(Dataset records)

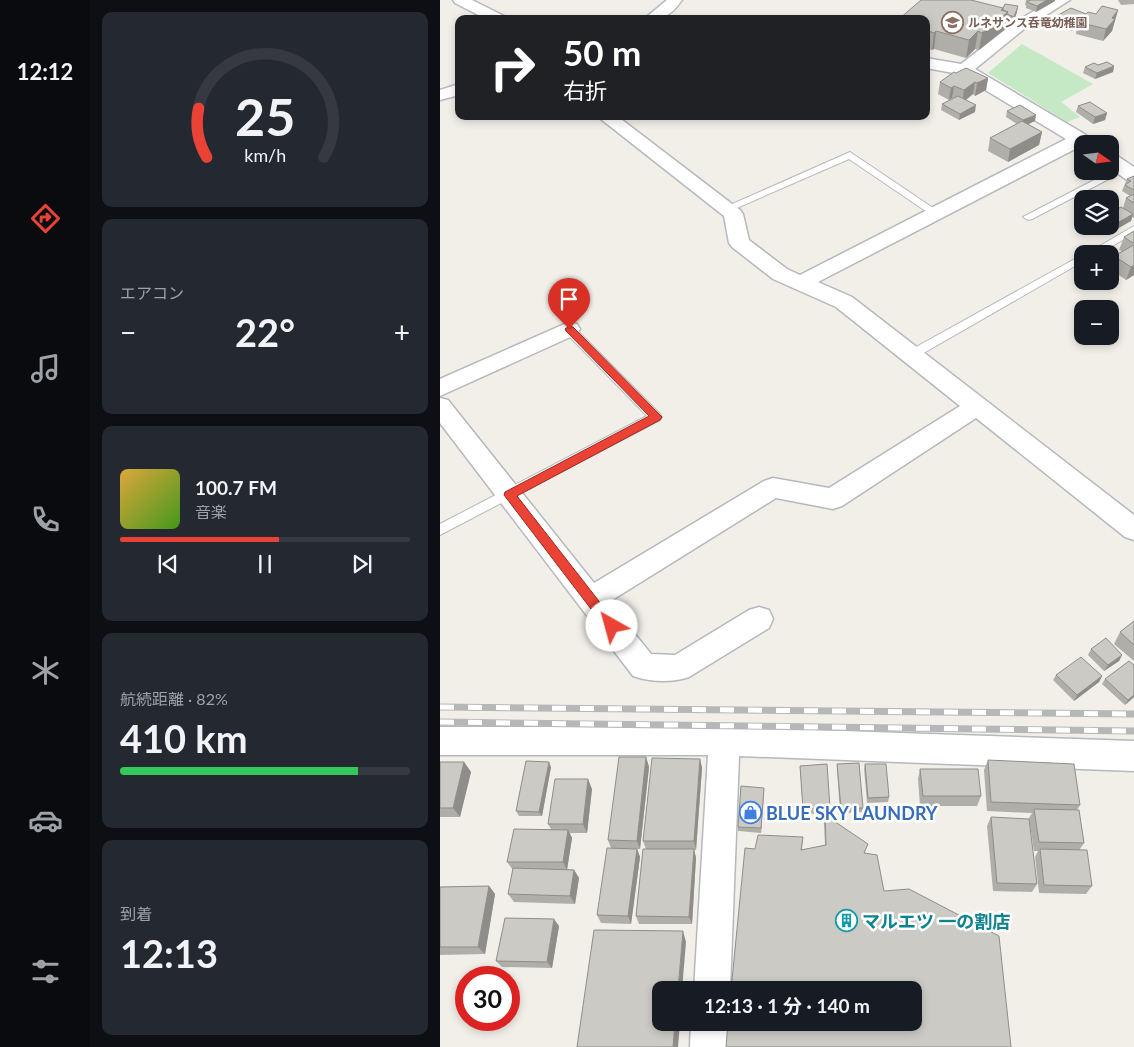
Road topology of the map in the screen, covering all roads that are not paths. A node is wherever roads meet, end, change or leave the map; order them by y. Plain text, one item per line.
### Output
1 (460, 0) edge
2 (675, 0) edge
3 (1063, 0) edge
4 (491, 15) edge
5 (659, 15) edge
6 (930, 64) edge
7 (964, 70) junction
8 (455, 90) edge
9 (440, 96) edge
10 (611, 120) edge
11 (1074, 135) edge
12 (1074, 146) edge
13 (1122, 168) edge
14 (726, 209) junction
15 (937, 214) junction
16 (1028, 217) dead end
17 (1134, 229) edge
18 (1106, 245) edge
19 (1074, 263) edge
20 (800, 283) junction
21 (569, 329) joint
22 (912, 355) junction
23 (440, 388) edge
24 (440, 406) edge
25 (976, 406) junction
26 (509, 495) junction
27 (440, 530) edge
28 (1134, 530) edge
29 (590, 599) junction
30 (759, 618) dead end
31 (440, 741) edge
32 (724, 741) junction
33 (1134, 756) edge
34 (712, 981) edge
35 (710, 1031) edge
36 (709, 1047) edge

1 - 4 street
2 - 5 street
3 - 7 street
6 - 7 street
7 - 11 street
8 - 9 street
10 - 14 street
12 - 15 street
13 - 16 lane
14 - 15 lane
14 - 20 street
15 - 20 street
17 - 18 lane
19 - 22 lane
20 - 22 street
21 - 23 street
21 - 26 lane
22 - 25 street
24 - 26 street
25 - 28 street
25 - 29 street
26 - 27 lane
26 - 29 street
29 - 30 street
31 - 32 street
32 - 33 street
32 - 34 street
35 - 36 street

(End Dataset records)
(Dataset records)

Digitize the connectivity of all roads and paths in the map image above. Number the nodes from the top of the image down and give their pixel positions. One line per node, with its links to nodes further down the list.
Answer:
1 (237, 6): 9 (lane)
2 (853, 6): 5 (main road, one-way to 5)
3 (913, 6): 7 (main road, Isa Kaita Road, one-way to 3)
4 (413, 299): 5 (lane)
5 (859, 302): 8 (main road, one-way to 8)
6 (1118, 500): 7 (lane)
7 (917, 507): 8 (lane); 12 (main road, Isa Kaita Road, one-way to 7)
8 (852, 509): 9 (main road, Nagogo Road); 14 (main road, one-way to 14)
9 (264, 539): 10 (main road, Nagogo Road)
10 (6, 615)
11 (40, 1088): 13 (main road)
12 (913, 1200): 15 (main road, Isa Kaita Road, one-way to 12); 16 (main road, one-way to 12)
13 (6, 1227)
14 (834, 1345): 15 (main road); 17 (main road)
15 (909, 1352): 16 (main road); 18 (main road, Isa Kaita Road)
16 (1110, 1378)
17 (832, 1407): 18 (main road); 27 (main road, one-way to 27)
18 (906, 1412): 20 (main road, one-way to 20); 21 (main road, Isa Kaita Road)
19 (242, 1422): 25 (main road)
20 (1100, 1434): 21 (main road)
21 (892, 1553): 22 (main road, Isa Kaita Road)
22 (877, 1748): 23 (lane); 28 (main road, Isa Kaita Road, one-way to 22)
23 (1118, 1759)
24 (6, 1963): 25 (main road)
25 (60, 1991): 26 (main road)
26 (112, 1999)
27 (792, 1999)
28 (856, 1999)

(End Dataset records)

■ What the task asks
Where a line of the records includes "junction", copy it.

■ Answer section
7 (964, 70) junction
14 (726, 209) junction
15 (937, 214) junction
20 (800, 283) junction
22 (912, 355) junction
25 (976, 406) junction
26 (509, 495) junction
29 (590, 599) junction
32 (724, 741) junction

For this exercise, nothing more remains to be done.